Programming Thread

Viewing single post

Started by the-pi-guy, Mar 13, 2016, 10:39 PM

previous topic - next topic

the-pi-guy

A compiler works in phases.  

There's the scanning(lexing) phase, the parsing phase, and then the code generation phase.  Technically you can split it up more.  The code generation phase is actually an intermediate phase, which gets followed by an optimization phase, which gets followed by another code generation phase.  That can get even more complicated than that.  

Lexing is done with a simple DFA.  
It's basically set up with 1000 if statements to match the input character by character.  
Read an i, that means it can be either:
-int
-identifier
-if
etc.  
Read an f, that means it can now be either a:
-if
-identifier

Read an = sign, take the input as an if.  But if you read a t, take the input as an identifier.  

Okay, it's probably usually closer to 100 if statements.  (Although it's not hard to imagine it blowing up even more.)

That's the scanning phase.  The output will be something like
if leftparen id equals id rightparen
etc, where each word is some meaningful thing in regards to the input.

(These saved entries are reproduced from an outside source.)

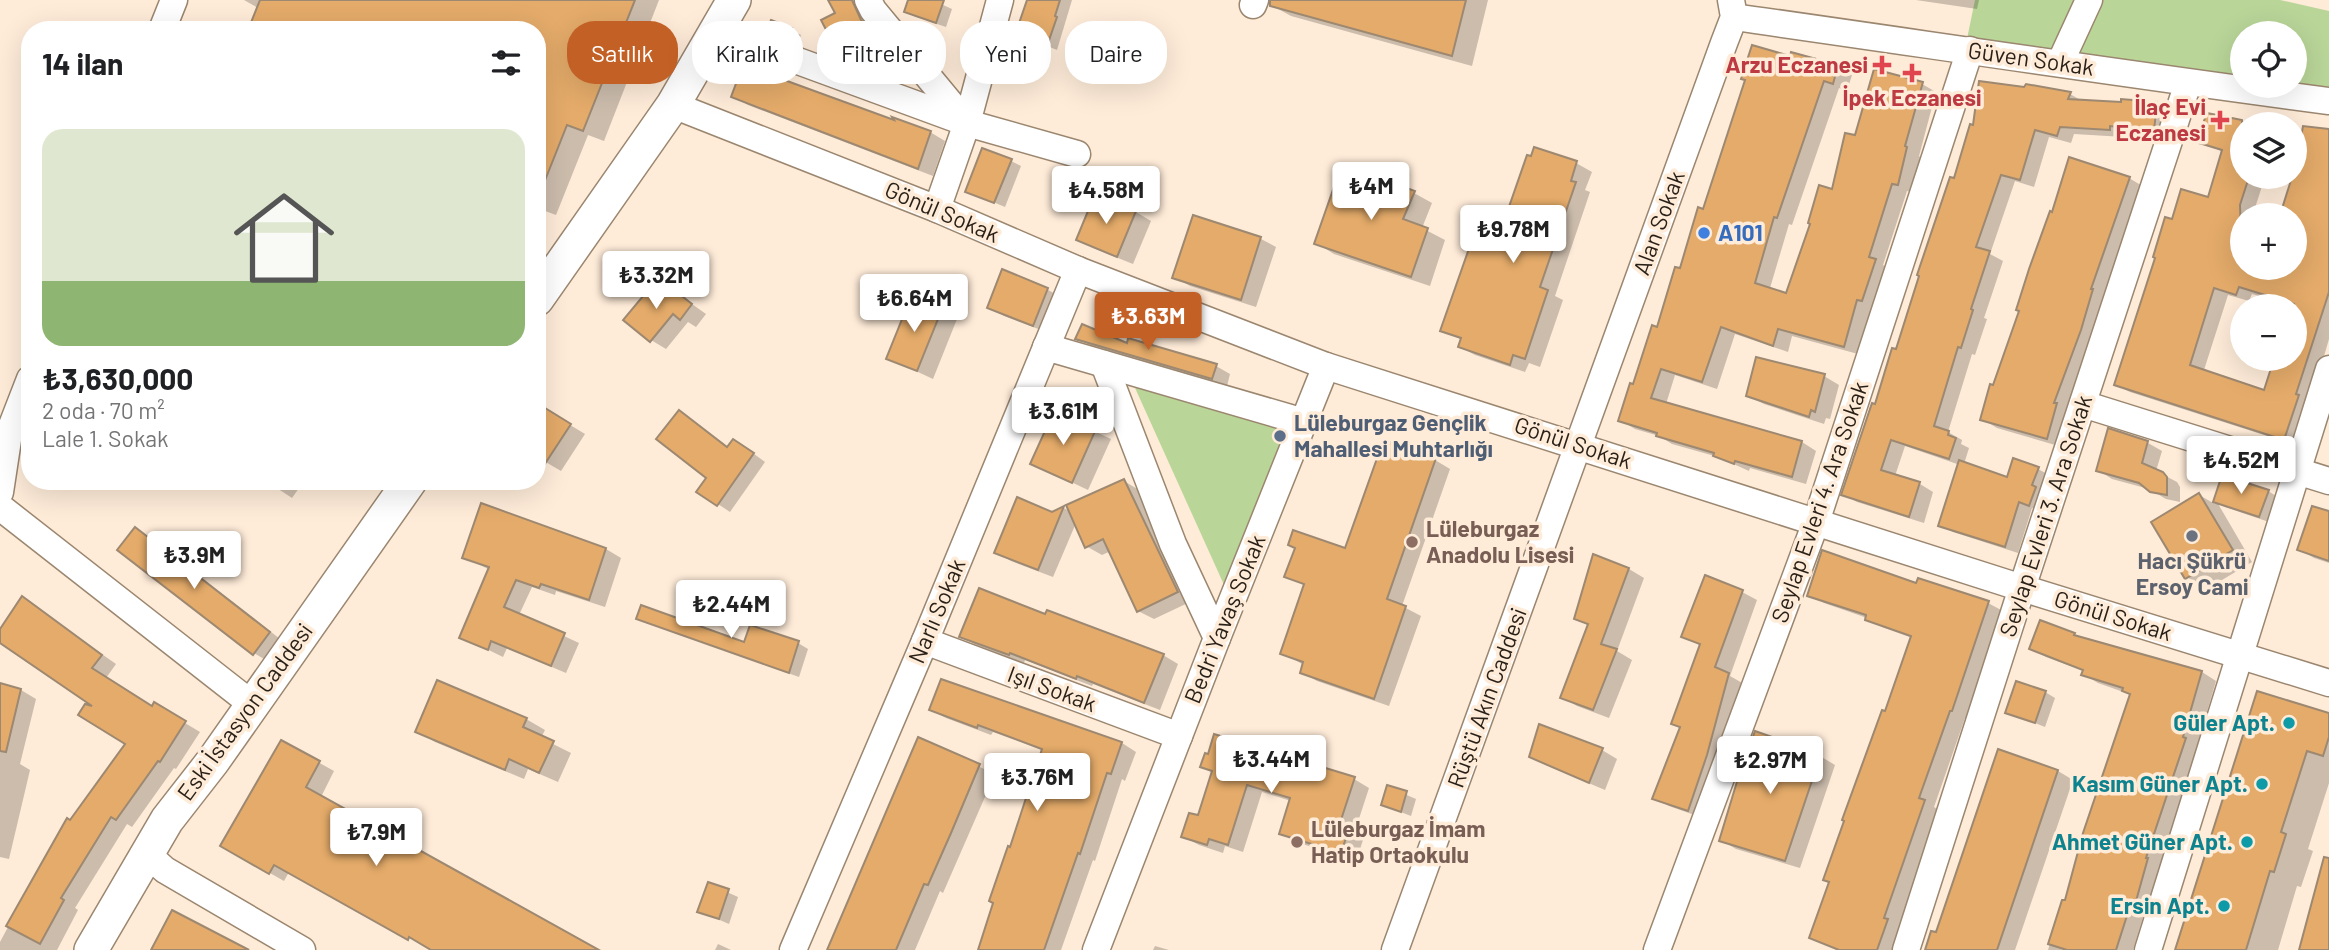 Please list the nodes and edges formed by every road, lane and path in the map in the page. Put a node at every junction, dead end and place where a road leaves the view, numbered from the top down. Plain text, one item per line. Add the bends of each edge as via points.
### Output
1 (174, 0) edge
2 (868, 0) edge
3 (1000, 0) edge
4 (2089, 0) edge
5 (1732, 8) edge
6 (726, 13) edge
7 (166, 21) edge
8 (1970, 50) junction
9 (2060, 63) junction
10 (2188, 83) junction
11 (2329, 101) edge
12 (673, 105) junction
13 (967, 123) junction
14 (1077, 154) dead end
15 (937, 209) junction
16 (1078, 270) junction
17 (546, 286) edge
18 (1046, 348) junction
19 (1104, 364) junction
20 (1326, 366) junction
21 (2329, 369) edge
22 (21, 402) edge
23 (2083, 404) junction
24 (1304, 422) junction
25 (1580, 446) junction
26 (2297, 471) junction
27 (2329, 481) edge
28 (404, 490) edge
29 (0, 492) edge
30 (0, 507) edge
31 (1815, 522) junction
32 (2022, 588) junction
33 (1217, 638) junction
34 (925, 641) junction
35 (2238, 655) junction
36 (2329, 683) edge
37 (253, 705) junction
38 (1179, 736) junction
39 (147, 855) junction
40 (289, 947) edge
41 (91, 950) edge
42 (793, 950) edge
43 (1096, 950) edge
44 (1395, 950) edge
45 (1657, 950) edge
46 (1906, 950) edge
47 (2148, 950) edge

1 - 7 street
2 - 13 street
3 - 13 street
4 - 9 street
5 - 8 street, Güven Sokak
5 - 25 street, Alan Sokak
6 - 12 main road
6 - 13 street via 798,61
8 - 9 street, Güven Sokak
8 - 31 street, Seylap Evleri 4. Ara Sokak
9 - 10 street, Güven Sokak
10 - 11 street, Güven Sokak
10 - 23 street, Seylap Evleri 3. Ara Sokak
12 - 15 street, Gönül Sokak
12 - 17 main road
13 - 14 street
13 - 15 street
15 - 16 street, Gönül Sokak
16 - 18 street, Narlı Sokak
16 - 20 street, Gönül Sokak
18 - 19 street
18 - 34 street, Narlı Sokak
19 - 24 street
19 - 33 street via 1172,544
20 - 24 street, Bedri Yavaş Sokak
20 - 25 street, Gönül Sokak
21 - 26 street
22 - 29 street via 9,433
23 - 26 street
23 - 32 street, Seylap Evleri 3. Ara Sokak
24 - 33 street, Bedri Yavaş Sokak
25 - 31 street, Gönül Sokak
25 - 44 street, Rüştü Akın Caddesi
26 - 27 street
26 - 35 street
28 - 37 main road, Eski İstasyon Caddesi
30 - 37 street
31 - 32 street, Gönül Sokak
31 - 45 street, Seylap Evleri 4. Ara Sokak
32 - 35 street, Gönül Sokak
32 - 46 street, Seylap Evleri 3. Ara Sokak
33 - 38 street, Bedri Yavaş Sokak
34 - 38 street, Işıl Sokak
34 - 42 street, Narlı Sokak
35 - 36 street, Gönül Sokak
35 - 47 street
37 - 39 main road, Eski İstasyon Caddesi via 167,820
38 - 43 street, Bedri Yavaş Sokak
39 - 40 street
39 - 41 main road, Eski İstasyon Caddesi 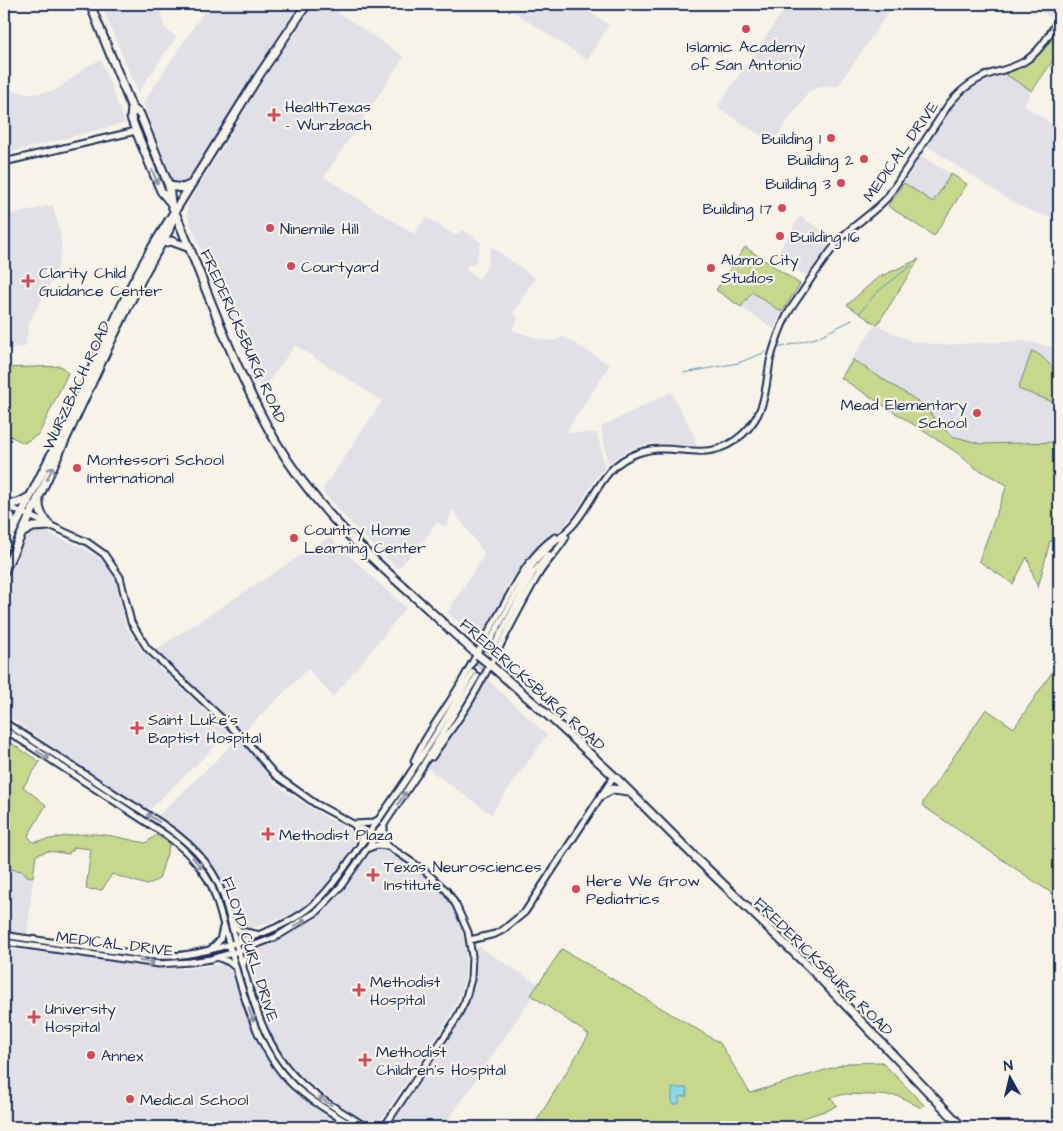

Then that gets passed to the parser.  

The parser can be worked a few different ways.  
Some work really nicely with recursion.  Other's don't work as nice.

The way a language is set up is with a grammar.
Something like this:

Statement -> assign    
Statement -> print
assign -> id = value
print -> print(id)

Then the way the parser works, is that it'll basically check if the first thing is a print or an id.  Then it knows what should come next.  


The parser gives a tree for the code generation.  The bottom of the tree is whatever the first thing that needs to be done is.  

The tree is especially useful for statements like this:

x = x+5*y-3

It'll basically change it to something like:
sub(add(x,mul(5,y)),3)

Although it's not exactly obvious how that's a tree.  

Then the code generation uses that to make something like this:
li $t0, 5
lw $t1, y
mul $t1,$t1,$t0
etc.


Even a very simple 3 phase compiler, can quickly become a massive project.  

For the most part, they are not difficult to make.  

But even very simple ones are huge projects.  Very time consuming.

It does get a little tricky, need to set up some things to manage registers and memory locations.  But for the most part, they are time consuming more than difficult.